Brad Hand hit the wall. The Nats finally spent on very good relief pitching. A guy who had pitched to an under 3.00 ERA in 4 of the previous 5 seasons and deserved those numbers. But something broke and he couldn't K anyone anymore, especially as the season wore on. The Nats were super lucky that they were able to get something for this guy but also super unlucky that he broke on their watch because a Hand at the level he should have been could have kept the Nats in the hunt and then who knows what they do down the stretch and how the season ends?*
LUCKY
Schwarber refound his star stroke. You know back around 2016 Schwarber was so coveted the Yanks wanted him for Chapman? And the Cubs said no? He rewarded the Cubs confidence in him by mucking around for a few years hitting homers, walking some but looking like he was half-trying. Maybe FA lit a fire under him but he once again looked like a player you'd want to build a team around. A pure 40+ homer slugger who could hit and walk enough otherwise to be a star.
Nats veteran bats do well. Harrison? Bell? Escobar? Avila? Yes even Jordy Mercer had seasons at the plate for the Nats that ranged from a little better to a lot better than they did the previous year. Hell even 5 game stop gap Jon Lucroy did too. And the one that didn't? Parra? Well he didn't perform much worse than expected. This is important to remember when looking at the Nats offense and projecting it out to next year. They really did hit on pick-ups over and over again, even if for someone like Mercer that was getting a usable month from a guy that should have retired in 2019.
Lane Thomas and Riley Adams Superstars? No, they aren't. But for their brief Nats tenures so far they hit like it. So when the original vet pick-ups were traded away guys like this kept it going. Along with Soto of course.

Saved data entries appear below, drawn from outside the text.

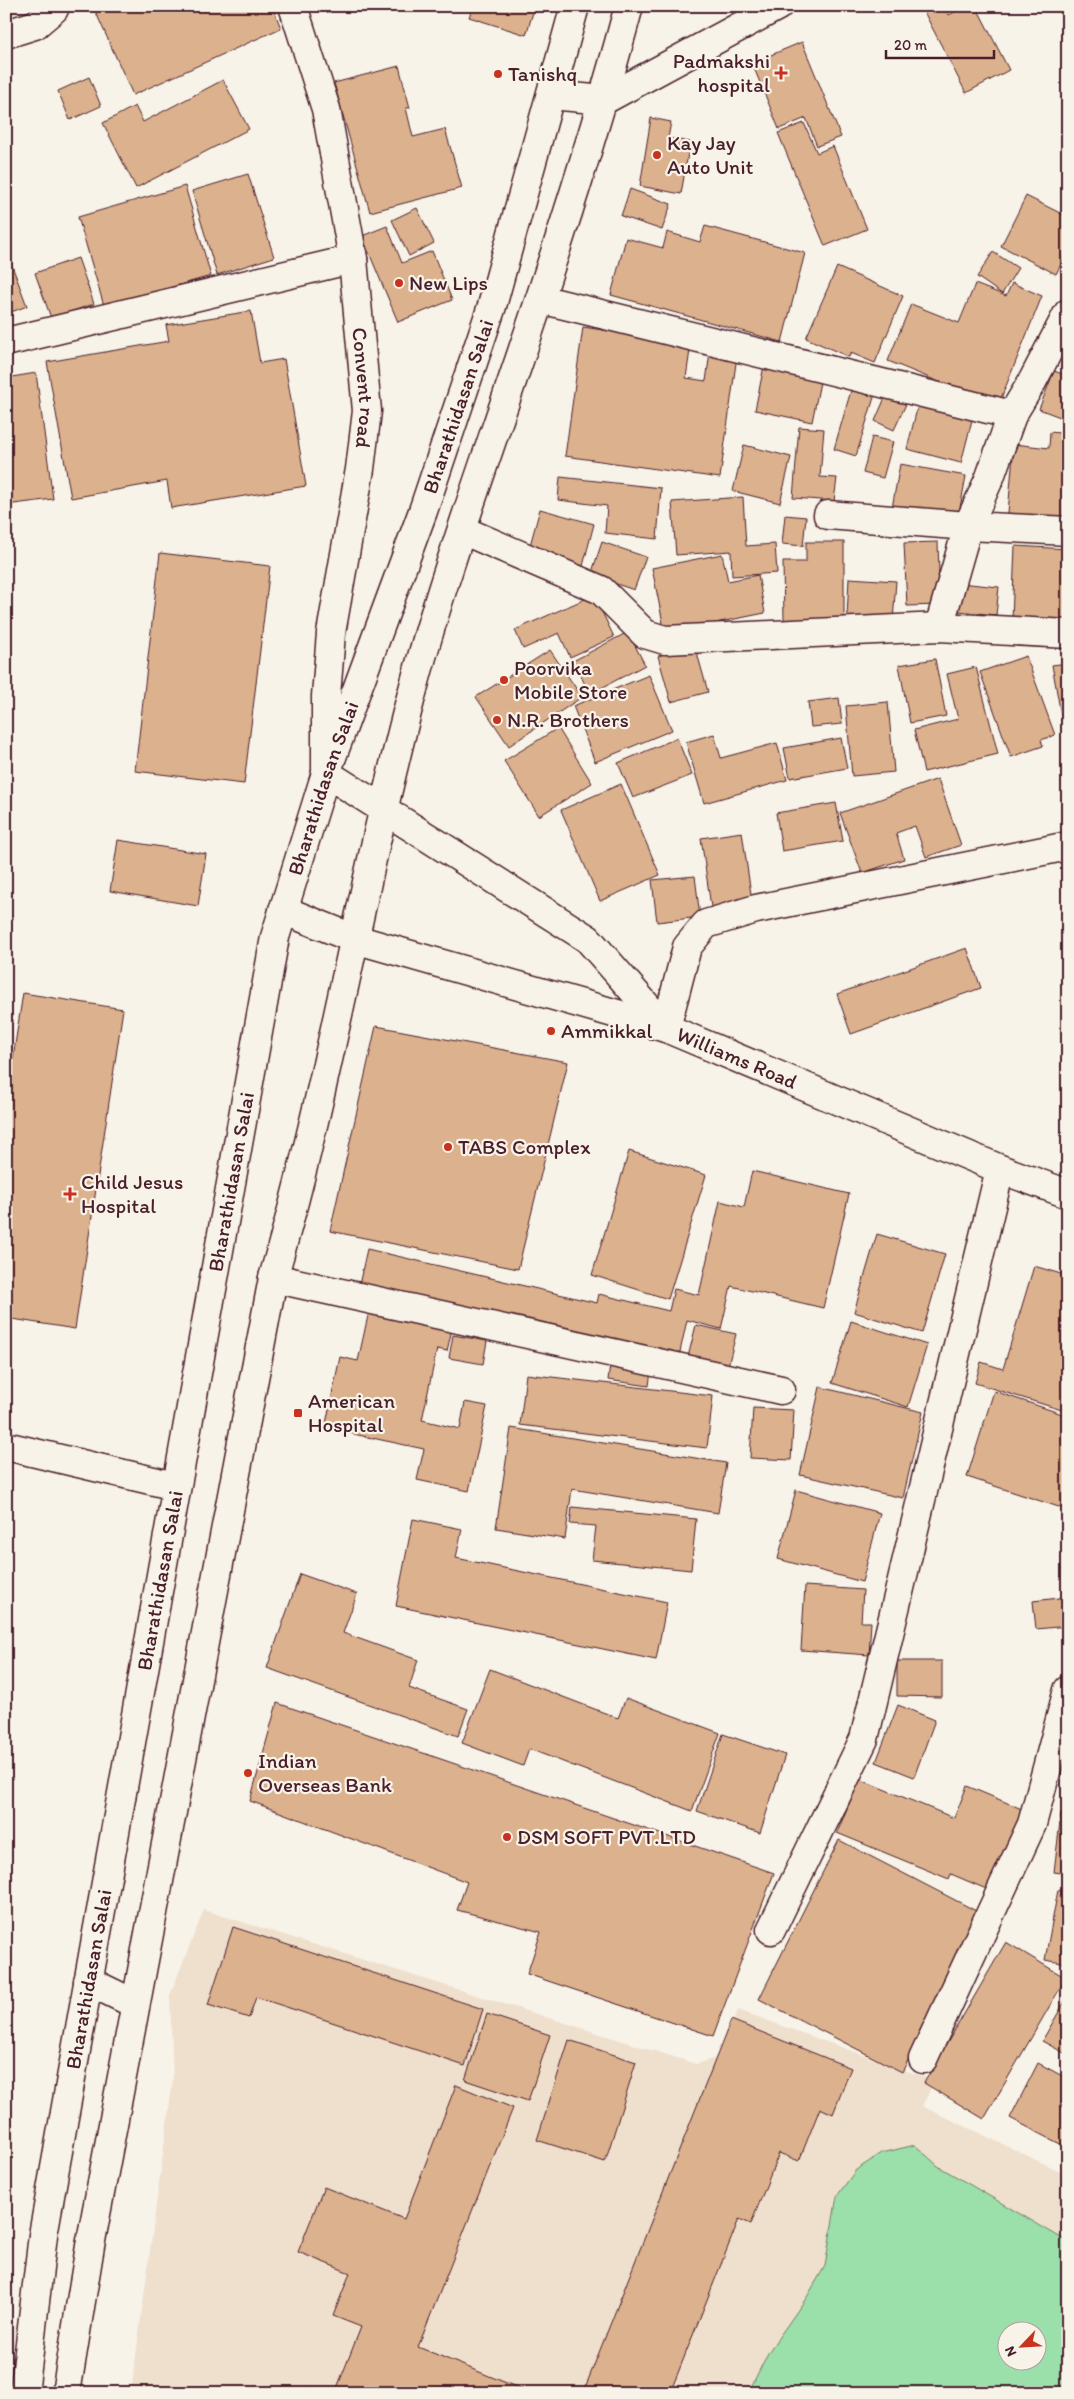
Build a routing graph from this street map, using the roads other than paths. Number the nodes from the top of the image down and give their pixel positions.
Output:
1 (55, 6) edge
2 (293, 6) edge
3 (575, 6) edge
4 (629, 6) edge
5 (778, 6) edge
6 (6, 34) edge
7 (551, 95) junction
8 (604, 100) junction
9 (353, 259) junction
10 (540, 299) junction
11 (1068, 313) edge
12 (6, 342) edge
13 (1012, 415) junction
14 (828, 515) dead end
15 (968, 526) junction
16 (462, 530) junction
17 (1068, 531) edge
18 (939, 627) junction
19 (1068, 634) edge
20 (326, 773) junction
21 (383, 810) junction
22 (1068, 846) edge
23 (283, 910) junction
24 (355, 939) junction
25 (666, 1028) junction
26 (1000, 1169) junction
27 (1068, 1194) edge
28 (273, 1278) junction
29 (781, 1390) dead end
30 (6, 1446) edge
31 (175, 1486) junction
32 (1068, 1690) edge
33 (771, 1930) dead end
34 (88, 1981) junction
35 (135, 2004) junction
36 (923, 2059) dead end
37 (24, 2393) edge
38 (66, 2393) edge

1 - 6 street
2 - 9 street, Convent road
3 - 7 street, Bharathidasan Salai
4 - 8 street, Bharathidasan Salai
5 - 8 street
7 - 8 street
7 - 20 street, Bharathidasan Salai
8 - 10 street, Bharathidasan Salai
9 - 12 street
9 - 20 street, Convent road
10 - 13 street
10 - 16 street, Bharathidasan Salai
11 - 13 street
13 - 15 street
14 - 15 street
15 - 17 street
15 - 18 street
16 - 18 street
16 - 21 street, Bharathidasan Salai
18 - 19 street
20 - 21 street
20 - 23 street, Bharathidasan Salai
21 - 24 street, Bharathidasan Salai
21 - 25 street
22 - 25 street
23 - 24 street, Williams Road
23 - 31 street, Bharathidasan Salai
24 - 25 street, Williams Road
24 - 28 street, Bharathidasan Salai
25 - 26 street, Williams Road
26 - 27 street, Williams Road
26 - 33 street
28 - 29 street
28 - 35 street, Bharathidasan Salai
30 - 31 street
31 - 34 street, Bharathidasan Salai
32 - 36 street
34 - 35 street
34 - 37 street, Bharathidasan Salai
35 - 38 street, Bharathidasan Salai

Hudson quietly was very good... for the Nats. In 2020 Hudson looked bad. That kind of made karmic sense as in 2019 he got real lucky. He's a 4-5 ERA guy, except for another half-season he wasn't for the Nats letting them trade him off for something. Then he fell apart. Thanks for the memories and the timing.
AS EXPECTED
Max was Max... and Ross was Ross and Fedde was Fedde (and Lester didn't have one more good year in him). The rest of the rotation went as expected. Two pitchers failing and none overperforming is bad enough. That it was your 1A and your 2? Yeah that was a problem
Soto was Soto. Well to be fair he wasn't Soto early and then we was SOTO late, but that's sometimes how seasons are. Soto is one of the best hitters in baseball, and quite possibly THE best hitter of his generation and he's in his prime.
Yan Gomes did well. Trea Turner was a star. Zimm hit. All these had a spread of possible outcomes. Gomes was at the top of his, Turner near the top, Zimm about on target. Almost everything good, but also not too far out of line. The Nats didn't build a bad team on offense it just started SO slow and then the pitching was so bad we didn't notice when it got back to normal.
Homegrown strikes out Stevenson? Bad. Kieboom? Worse. Garcia? Not there yet. There were some decent performances. Tres Barrera, Yadiel Hernandez late, but there was also AAA replacements like Adrian Sanchez and Hernan Perez giving nothing and taking something away. Overall the Nats internal replacements were not good. But this isn't a surprise. The Nats system was ranked low. It's not good. This is what you get.
Other trades were in line Adams and Thomas overshot their expectations, but Ruiz didn't (although he looked good in that last week) and Gray and Thompson struggled. It happens.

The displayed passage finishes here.